Issue in 3.0 snippet

Old forum URL: forums.lhotka.net/forums/t/3059.aspx


RockoWPB posted on Wednesday, June 20, 2007

I am a new user to CSLA and on top of that reletively new to WPF(who isn't). In trying to get my first VB root BO up and running I ran into a problem I couldn't figure out for quite a while. The problem is in the "Define a CSLA property" snippet.

Private mDescription As String
Public Property Description() As String
......
Set(ByVal value As String)
      CanWriteProperty(True)
      If Not mDescription.Equals(value) Then
            mDescription = value
            PropertyHasChanged()
      End If
End Set
End Property

The blue line is the problem. Since the field mDescription hasn't been initialized it is still equal to nothing. Because of this the Equals method doesn't run and the statements inside the if never run either. So the mDescription field never gets updated and PropertyHasChanged never gets called.

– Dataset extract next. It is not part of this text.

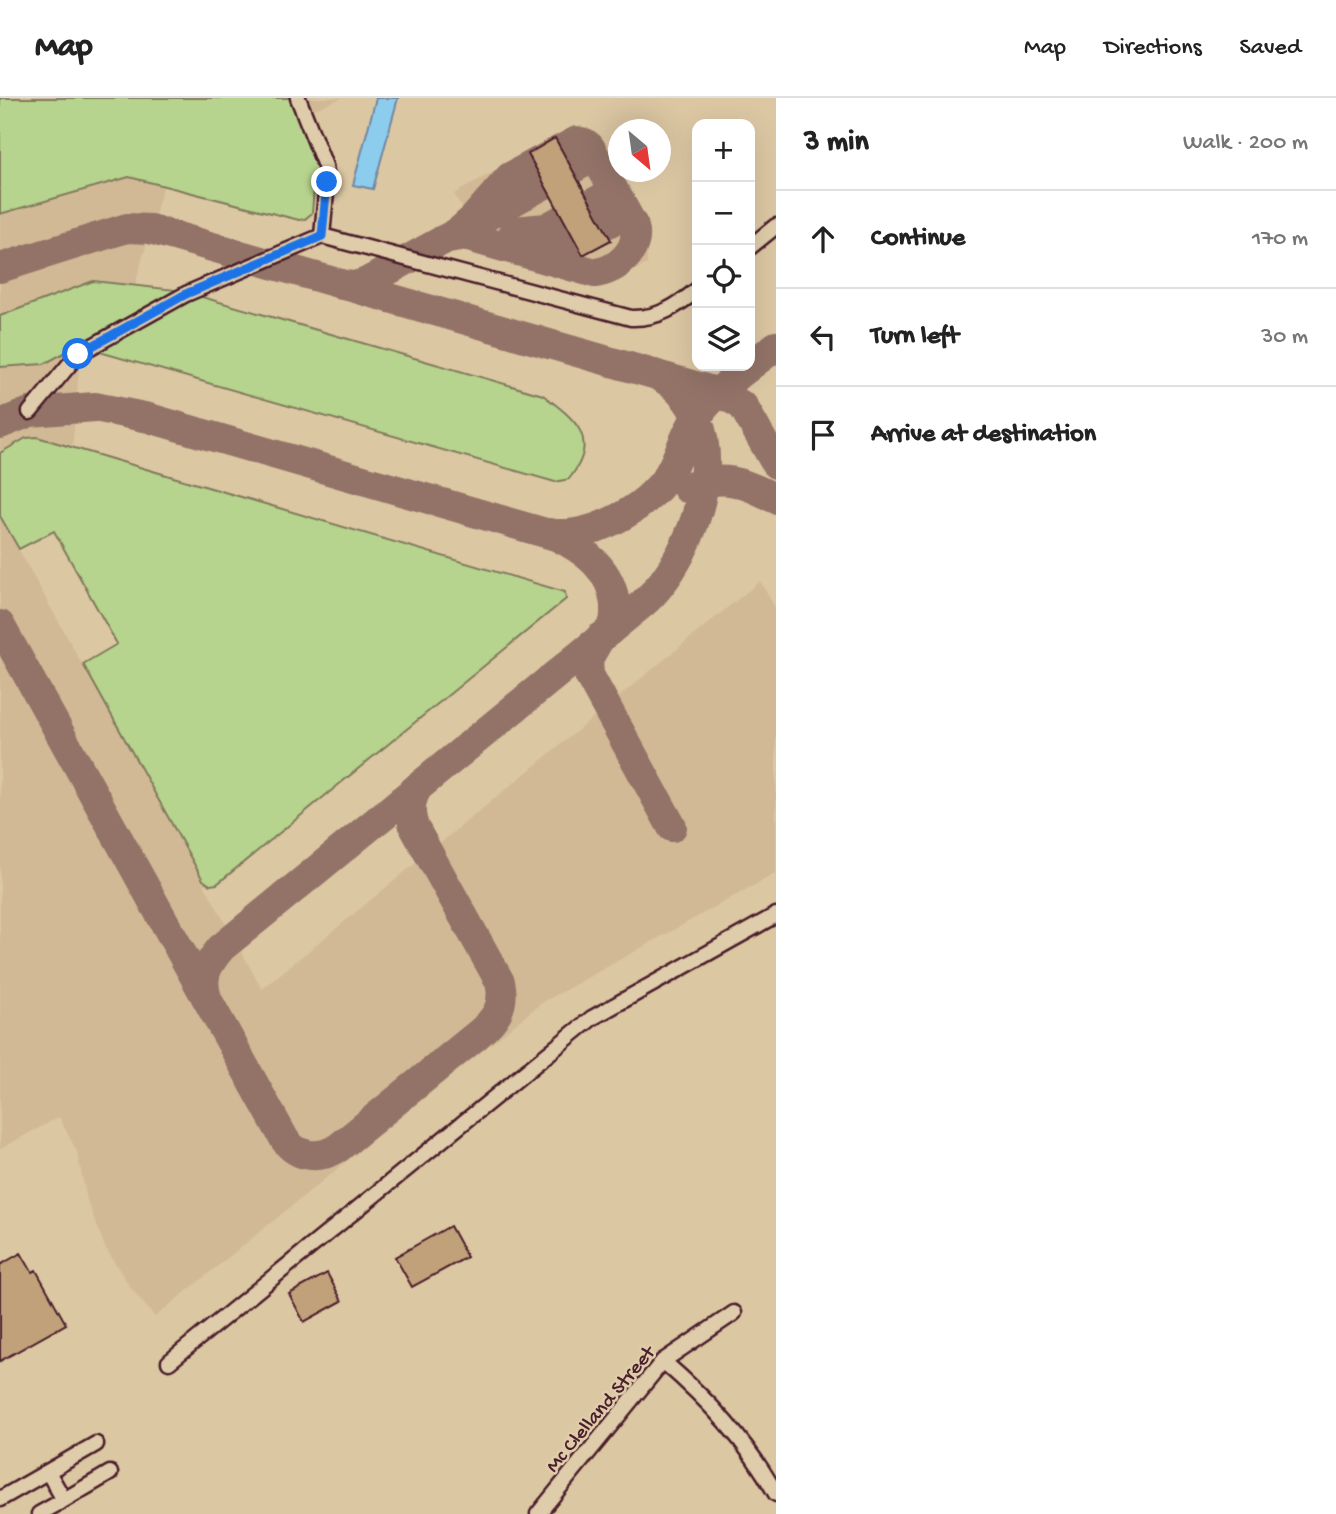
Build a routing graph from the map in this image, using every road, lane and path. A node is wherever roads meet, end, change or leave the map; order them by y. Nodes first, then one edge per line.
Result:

I noticed in the book that the line reads like this "If mDescription <> value then" which works fine. I don't know if its a CSLA 3.0 or a VB issue or what, but it took me a few hours to figure it out. If the field is initialized it also works fine. But us VB programmers aren't used to initilizing a string field to "".

Hope this helps any newbies like me.

RockoWPB

RockfordLhotka replied on Wednesday, June 20, 2007

Thanks for pointing that out! I fixed ProjectTracker recently, but need to fix the snippet too.

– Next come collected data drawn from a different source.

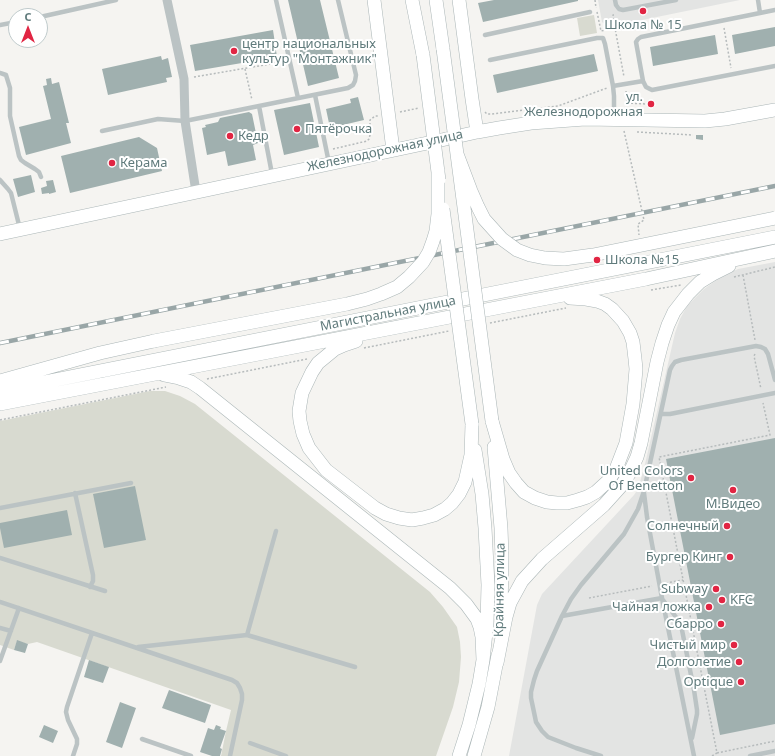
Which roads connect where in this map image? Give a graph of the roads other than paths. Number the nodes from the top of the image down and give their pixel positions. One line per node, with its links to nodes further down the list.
1 (116, 0): 15 (lane)
2 (167, 0): 27 (street)
3 (276, 0): 23 (lane)
4 (338, 0): 22 (lane)
5 (374, 0): 30 (main road)
6 (412, 0): 33 (main road, bridge)
7 (436, 0): 31 (main road, bridge)
8 (459, 0): 29 (main road)
9 (615, 0): 10 (lane)
10 (676, 0)
11 (758, 0): 14 (lane)
12 (775, 10): 14 (lane)
13 (590, 12): 16 (lane)
14 (760, 13): 20 (lane)
15 (48, 14)
16 (485, 35)
17 (490, 60): 21 (lane)
18 (775, 66): 20 (lane)
19 (0, 73): 35 (lane)
20 (643, 81): 21 (lane)
21 (613, 86): 26 (lane)
22 (315, 95): 23 (lane); 32 (lane)
23 (298, 98): 24 (lane)
24 (259, 106): 27 (lane); 34 (lane)
25 (775, 110): 26 (main road, Железнодорожная улица)
26 (614, 119): 29 (main road, Железнодорожная улица)
27 (185, 121): 28 (lane); 37 (street)
28 (102, 131)
29 (477, 132): 30 (main road, Железнодорожная улица)
30 (392, 150): 32 (main road, Железнодорожная улица)
31 (457, 154): 38 (main road, bridge); 52 (main road, bridge)
32 (328, 160): 34 (main road, Железнодорожная улица)
33 (438, 171): 47 (main road, bridge); 53 (main road, bridge)
34 (272, 176): 37 (main road, Железнодорожная улица)
35 (41, 177)
36 (0, 180): 39 (lane)
37 (196, 192): 39 (main road, Железнодорожная улица)
38 (775, 218)
39 (20, 229): 40 (main road, Железнодорожная улица)
40 (0, 234)
41 (775, 237): 48 (main road, Магистральная улица)
42 (772, 252): 43 (main road, Магистральная улица); 73 (main road)
43 (492, 308): 44 (main road, Магистральная улица); 52 (main road)
44 (437, 319): 45 (main road, Магистральная улица); 53 (main road)
45 (148, 375): 50 (main road, Магистральная улица); 71 (main road)
46 (775, 380): 51 (lane)
47 (0, 381)
48 (0, 391)
49 (775, 393): 51 (lane)
50 (0, 404)
51 (661, 414): 55 (lane)
52 (492, 421): 73 (main road, Крайняя улица)
53 (472, 424): 71 (main road, Крайняя улица)
54 (131, 483): 56 (lane)
55 (644, 491): 62 (lane); 65 (lane)
56 (75, 493): 57 (lane); 60 (lane)
57 (0, 508)
58 (276, 531): 69 (lane)
59 (0, 558): 60 (lane)
60 (90, 587): 61 (lane)
61 (105, 592)
62 (662, 598): 65 (lane); 76 (lane); 76 (lane)
63 (0, 602): 64 (lane)
64 (19, 608): 67 (lane); 68 (lane)
65 (562, 616): 85 (lane)
66 (0, 628): 67 (lane)
67 (11, 631): 72 (lane)
68 (92, 633): 70 (lane); 79 (lane)
69 (247, 635): 70 (lane); 74 (lane)
70 (136, 647): 81 (lane)
71 (483, 660): 83 (main road, Крайняя улица)
72 (0, 662)
73 (497, 663): 84 (main road, Крайняя улица)
74 (355, 667)
75 (142, 739): 80 (lane)
76 (691, 740): 86 (lane)
77 (250, 743): 82 (lane)
78 (775, 751): 87 (lane)
79 (74, 756)
80 (191, 756)
81 (230, 756)
82 (286, 756)
83 (459, 756)
84 (474, 756)
85 (600, 756)
86 (694, 756)
87 (750, 756)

Q Johnson replied on Wednesday, June 20, 2007

Why not just give it an initial value in the declaration?  My understanding is that this was a required technique for all BusinessBase objects.  So just use:

Private mDescription As String = ""

or

Private mDescription As String = String.Empty

RockfordLhotka replied on Wednesday, June 20, 2007

That is a partial solution, unfortunately both ASP.NET and WPF can (and do sometimes) replace an empty string with null…

 

Normally in VB this is a non-issue, because if you use the VB runtime’s string functions they automatically treat null/Nothing like “”. However, the .Equals() method, and other .NET runtime methods, aren’t so understanding.

 

Another solution is to avoid using .Equals() and instead use the <> operator – because then you are back to normal VB behavior and the null value is a non-issue.